Berikut ini adalah beberapa perlengkapan penting yang dianjurkan untuk dipersiapkan di dalam kotak P3K balita Anda, di antaranya:

  • Termometer digital dapat mengukur suhu tubuh anak dengan cepat. Akan lebih baik lagi jika ada termometer telinga/tympanic, sehingga lebih praktis diterapkan kepada balita yang sulit duduk tenang. Hindari untuk menggunakan termometer kaca yang menggunakan merkuri, karena termometer jenis ini berisiko pecah, pecahan kaca dan merkuri yang sangat beracun dapat membahayakan anak Anda.
  • Buku panduan P3K juga penting berada di dalam kotak P3K. Dalam buku ini terdapat panduan yang membahas pemberian napas buatan, pertolongan pada luka bakar, dan pertolongan saat tersedak. Terkadang, kepanikan dapat membuat Anda melupakan hal-hal yang sebenarnya perlu dilakukan ketika Si Kecil mengalami cedera.
  • Obat dan penutup luka: obat luka, alkohol untuk membersihkan luka, plester, perban, kasa dan kapas steril.
  • Semprotan atau krim antiseptik yang dapat diberikan untuk mencegah infeksi juga tak kalah penting. Beberapa antiseptik juga mengandung pereda nyeri. Anda dapat menggunakan tisu basah antiseptik untuk membersihkan luka jika tidak ada air.
  • Obat pereda rasa nyeri dan demam, seperti paracetamol atau ibuprofen, dengan dosis yang tepat untuk bayi dan sesuai dengan rekomendasi dokter.
  • Krim atau semprotan antihistamin untuk mengurangi pembengkakan dan meredakan rasa sakit akibat sengatan serta gigitan serangga atau alergi.
  • Losion kalamin untuk meredakan ruam dan iritasi kulit.
  • Gunting kecil untuk menggunting perban dan pinset untuk mengambil benda kecil yang menancap dan sulit diambil menggunakan tangan, seperti pecahan kaca di telapak kaki.
  • Cairan pencuci mata untuk meredakan iritasi pada mata.
  • Obat tetes hidung untuk melancarkan hidung tersumbat.
  • Losion antinyamuk.
  • Sarung tangan sekali pakai.
  • Sendok atau gelas takar untuk memberikan dosis obat cair.
  • Senter kecil untuk memeriksa bagian dalam mata, telinga, tenggorokan, hidung.
  • Termos air panas dan kantong es.
  • Oralit untuk menangani dehidrasi.

Setelah mengetahui perlengkapan apa saja yang harus Anda siapkan di dalam kotak P3K untuk anak, Anda harus mengganti isi kotak P3K secara berkala untuk menghindari produk kedaluarsa. Buang beberapa perlengkapan yang telah melewati tanggal penggunaannya. Jika perlu, catat tanggal pembelian setiap perlengkapan di dalam kotak P3K untuk anak.
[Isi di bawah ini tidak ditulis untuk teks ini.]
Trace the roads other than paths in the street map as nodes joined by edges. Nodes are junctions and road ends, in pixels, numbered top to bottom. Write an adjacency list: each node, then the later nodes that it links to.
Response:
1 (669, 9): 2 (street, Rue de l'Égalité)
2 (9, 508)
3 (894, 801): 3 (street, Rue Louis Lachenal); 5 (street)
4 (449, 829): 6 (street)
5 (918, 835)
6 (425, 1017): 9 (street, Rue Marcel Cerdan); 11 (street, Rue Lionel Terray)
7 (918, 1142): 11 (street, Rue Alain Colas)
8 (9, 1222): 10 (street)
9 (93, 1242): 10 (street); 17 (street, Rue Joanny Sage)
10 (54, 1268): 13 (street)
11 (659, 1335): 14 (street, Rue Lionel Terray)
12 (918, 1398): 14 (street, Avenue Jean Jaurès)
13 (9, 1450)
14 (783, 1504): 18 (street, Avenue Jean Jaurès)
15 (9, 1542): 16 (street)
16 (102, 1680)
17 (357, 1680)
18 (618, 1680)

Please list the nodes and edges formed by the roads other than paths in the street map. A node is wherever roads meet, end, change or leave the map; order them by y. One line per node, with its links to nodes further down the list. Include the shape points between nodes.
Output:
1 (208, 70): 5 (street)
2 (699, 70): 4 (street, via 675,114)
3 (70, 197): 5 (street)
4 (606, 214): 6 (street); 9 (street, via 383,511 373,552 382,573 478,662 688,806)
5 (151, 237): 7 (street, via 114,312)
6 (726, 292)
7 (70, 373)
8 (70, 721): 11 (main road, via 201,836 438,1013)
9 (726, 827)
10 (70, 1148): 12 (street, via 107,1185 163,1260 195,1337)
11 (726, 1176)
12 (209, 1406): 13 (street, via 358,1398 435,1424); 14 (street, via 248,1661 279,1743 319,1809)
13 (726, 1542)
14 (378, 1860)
Jika Anda tidak memiliki waktu untuk memenuhi segala macam perlengkapan untuk kotak P3K Si Kecil, beberapa apotek atau toko juga menyediakan kotak P3K yang sudah lengkap bersama isinya. Anda dapat membeli kotak ini untuk kemudian dilengkapi dengan kebutuhan tambahan lain sesuai keperluan Si Kecil.

Jangan lupa untuk mencantumkan informasi nomor telepon yang dapat dihubungi saat keadaan darurat pada bagian dalam kotak P3K. Nomor-nomor tersebut dapat berupa nomor kontak Instalasi Gawat Darurat (IGD) rumah sakit, dokter keluarga dan dokter anak, nomor pemadam kebakaran, nomor kantor polisi, dan nomor kontak dua tetangga terdekat. Nomor-nomor ini dianjurkan juga ditempelkan di pintu lemari pendingin atau tempat lain di rumah yang mudah dilihat oleh siapa pun.